From the solitary fugues to the Egyptian desert of Saint Anthony and Saint Paul to the earliest experiments of isolated communities of Saint Pachomius in Thebaid, Palestine, Judea, Syria and North Africa between the III and IV centuries, two main forms of monasticism developed within the history of Christianity: the eremitic or anchoritic, corresponding to an individual retreat from the world in remote hermitages, and the cenobitic, or the collective attempt of living together in isolation according to an established rule and confined within an architectural enclosure.
The cenobio — from the Greek koinos bios, “common life” — is an ideal form of living whose collectivity is inherent in all its expressions: a project that inseparably connects the individual and collective dimension through the specificity of a place and the uniqueness of the observed principles.

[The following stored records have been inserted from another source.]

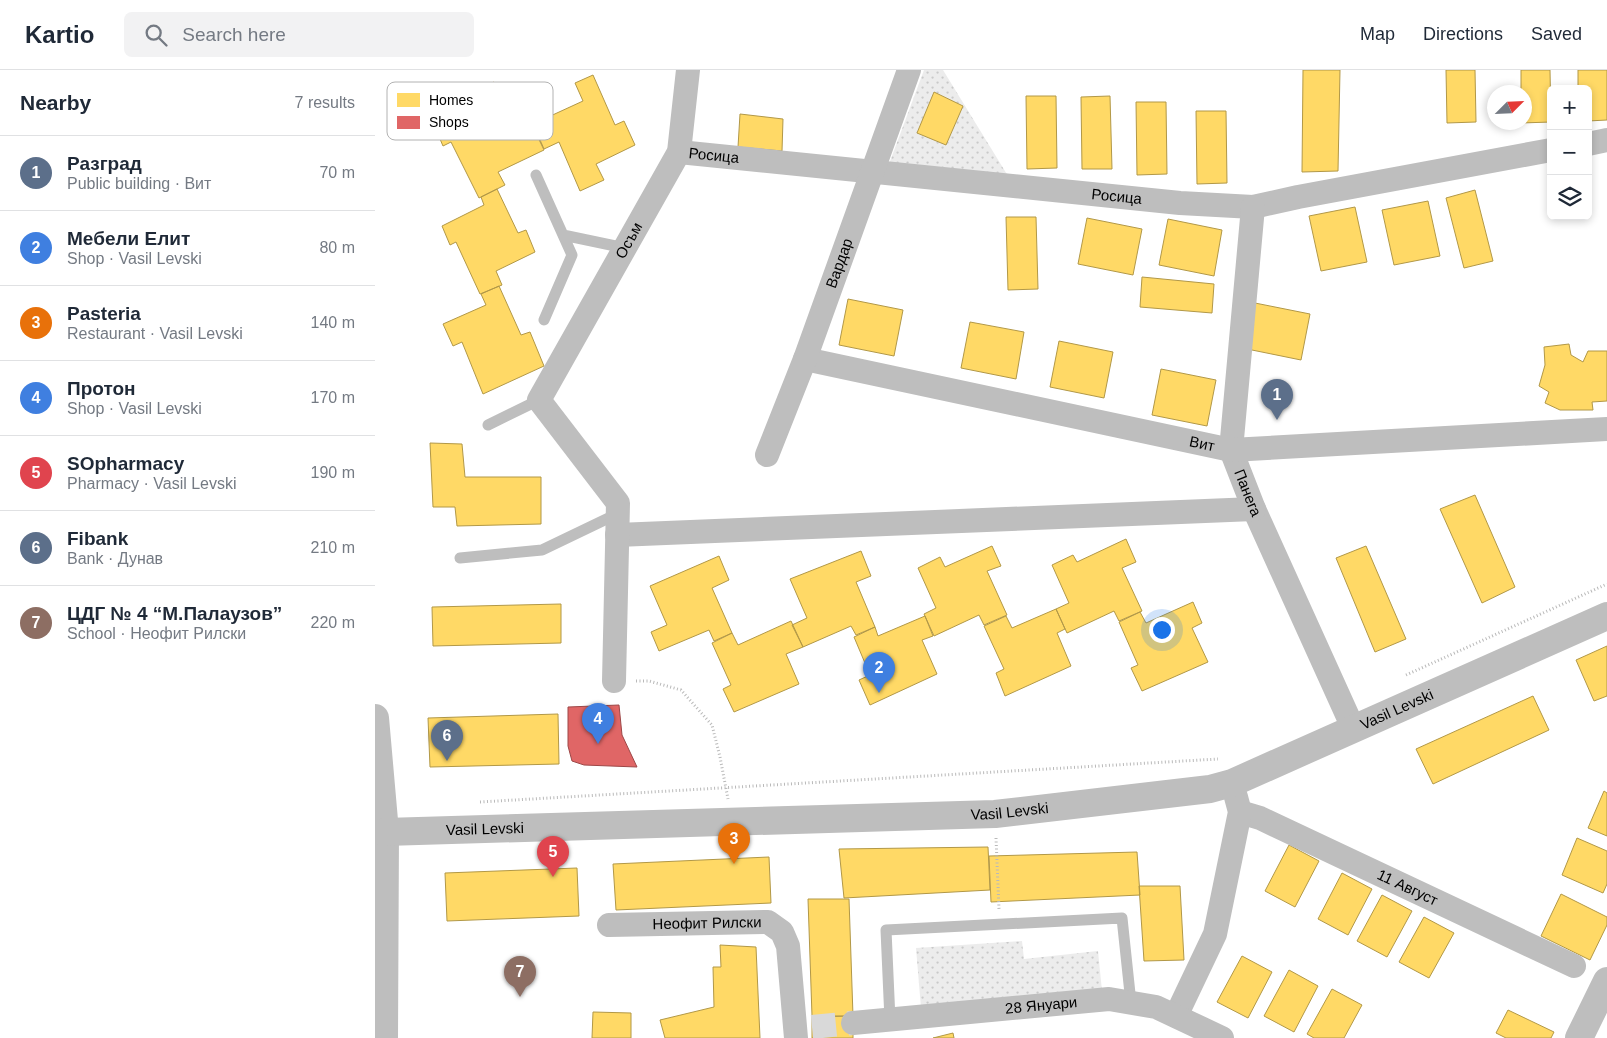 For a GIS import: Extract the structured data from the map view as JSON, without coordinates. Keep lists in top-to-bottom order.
{
  "streets": {
    "street": [
      "Росица",
      "Осъм",
      "Вардар",
      "Вит",
      "Панега",
      "Vasil Levski",
      "11 Август",
      "Неофит Рилски",
      "28 Януари"
    ]
  },
  "crossings": [
    ["Росица", "Осъм"],
    ["Росица", "Вардар"],
    ["Росица", "Панега"],
    ["Вардар", "Вит"],
    ["Вит", "Панега"],
    ["Панега", "Vasil Levski"]
  ],
  "legend": ["Homes", "Shops"],
  "north": "top right",
  "page": {
    "header": "Kartio",
    "search": "Search here",
    "nav": ["Map", "Directions", "Saved"],
    "heading": ["Nearby", "7 results"],
    "map_buttons": ["+", "−"],
    "list": [
      {
        "mark": "1",
        "name": "Разград",
        "note": "Public building · Вит",
        "value": "70 m"
      },
      {
        "mark": "2",
        "name": "Мебели Елит",
        "note": "Shop · Vasil Levski",
        "value": "80 m"
      },
      {
        "mark": "3",
        "name": "Pasteria",
        "note": "Restaurant · Vasil Levski",
        "value": "140 m"
      },
      {
        "mark": "4",
        "name": "Протон",
        "note": "Shop · Vasil Levski",
        "value": "170 m"
      },
      {
        "mark": "5",
        "name": "SOpharmacy",
        "note": "Pharmacy · Vasil Levski",
        "value": "190 m"
      },
      {
        "mark": "6",
        "name": "Fibank",
        "note": "Bank · Дунав",
        "value": "210 m"
      },
      {
        "mark": "7",
        "name": "ЦДГ № 4 “М.Палаузов”",
        "note": "School · Неофит Рилски",
        "value": "220 m"
      }
    ],
    "pins": [
      "1",
      "2",
      "4",
      "6",
      "3",
      "5",
      "7"
    ]
  }
} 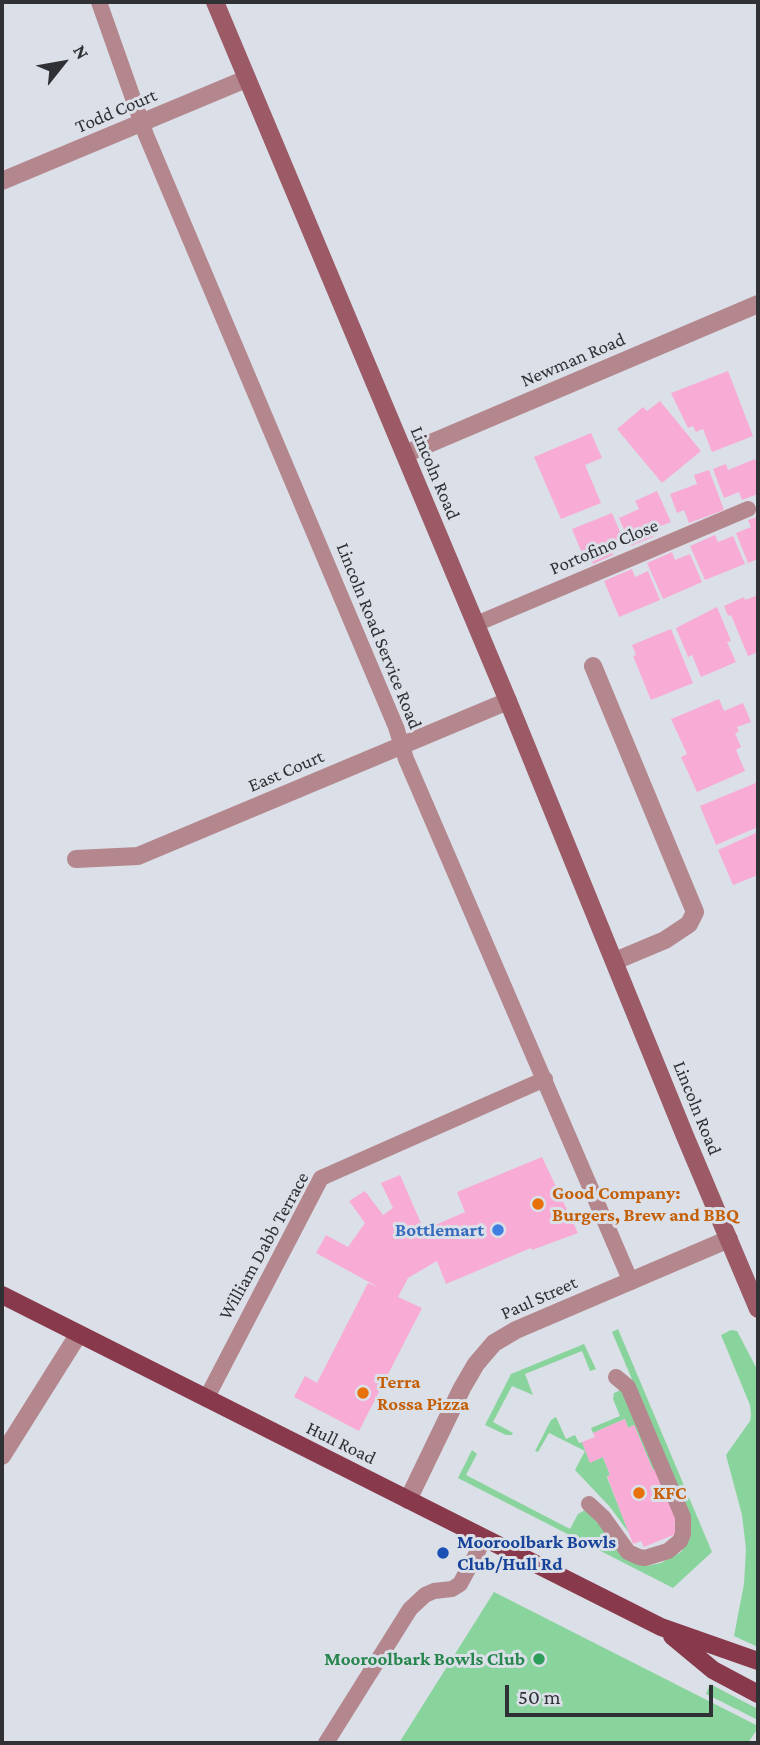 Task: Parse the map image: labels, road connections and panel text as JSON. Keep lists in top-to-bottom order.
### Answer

Every aspect of the monastery is defined by the requirements of a private and collective liturgy: its architecture is inseparable from the rituals performed by the inhabitants at every instant. In the monastery, the highest peaks of spirituality are attained through the strictest regulations and most profound rationalism. Nothing could be added or taken away from its layout. The rule affects its spatial and temporal organization, resonating everywhere in the cloisters, objects, clothes, food, chants, and silence, pervading each of its rooms, gestures, and activities.

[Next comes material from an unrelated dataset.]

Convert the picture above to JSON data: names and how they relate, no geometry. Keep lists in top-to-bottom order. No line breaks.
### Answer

The Carthusian monastery — or Charterhouse — is a perfect combination of eremitic and cenobitic life. The typology of the Charterhouse strictly separates living quarters of the monks and nuns from the Church, the Chapter, the workshops and the gathering halls, combining the various rhythms of the single inhabitants into a common soul: a both spiritual and physical form, able to persist until today since its foundation by Saint Bruno in 1084.

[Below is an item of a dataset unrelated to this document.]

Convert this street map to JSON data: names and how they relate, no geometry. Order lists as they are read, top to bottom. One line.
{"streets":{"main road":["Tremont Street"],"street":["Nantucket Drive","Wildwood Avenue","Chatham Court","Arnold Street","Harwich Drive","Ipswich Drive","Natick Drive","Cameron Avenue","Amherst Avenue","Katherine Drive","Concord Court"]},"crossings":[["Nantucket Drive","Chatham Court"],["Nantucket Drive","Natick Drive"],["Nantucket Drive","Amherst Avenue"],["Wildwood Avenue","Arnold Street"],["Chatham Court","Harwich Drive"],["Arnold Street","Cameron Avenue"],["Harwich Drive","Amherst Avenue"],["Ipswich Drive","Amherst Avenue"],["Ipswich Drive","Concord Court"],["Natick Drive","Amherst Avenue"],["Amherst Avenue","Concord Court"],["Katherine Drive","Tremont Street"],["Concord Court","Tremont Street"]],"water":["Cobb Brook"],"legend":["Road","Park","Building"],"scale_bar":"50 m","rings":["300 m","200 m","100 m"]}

In the Charterhouse nothing is owned, everything is used. Labor activities are devoted to the survival and support of the community and most of the produced goods are destined for an immediate use or consumption. Monks and nuns stay in silence and do not talk to each other except on Sundays or special occasions, observing a strict daily schedule, from nights to days. Voices are raised only for collective chanting and praying. Against a society overwhelmed by the circulation of images and the bombardment of information, congestion and instantaneous communication, noise and frantic rhythms of life, the Charterhouse, as an island of collective individual life, paradoxically proposes a radical detachment and an atemporal slowness injected with an intense contemplation and a deep cognitive production: dilution and acceleration.
The studio will explore the architecture of the Carthusian monastery as a paradigmatic experiment of common living: an introverted collective-form — constituted by an archipelago of private and shared rooms of various sizes — but also an extroverted machine, an outpost for seizing unknown territories of the world as the subconscious extensions of the soul.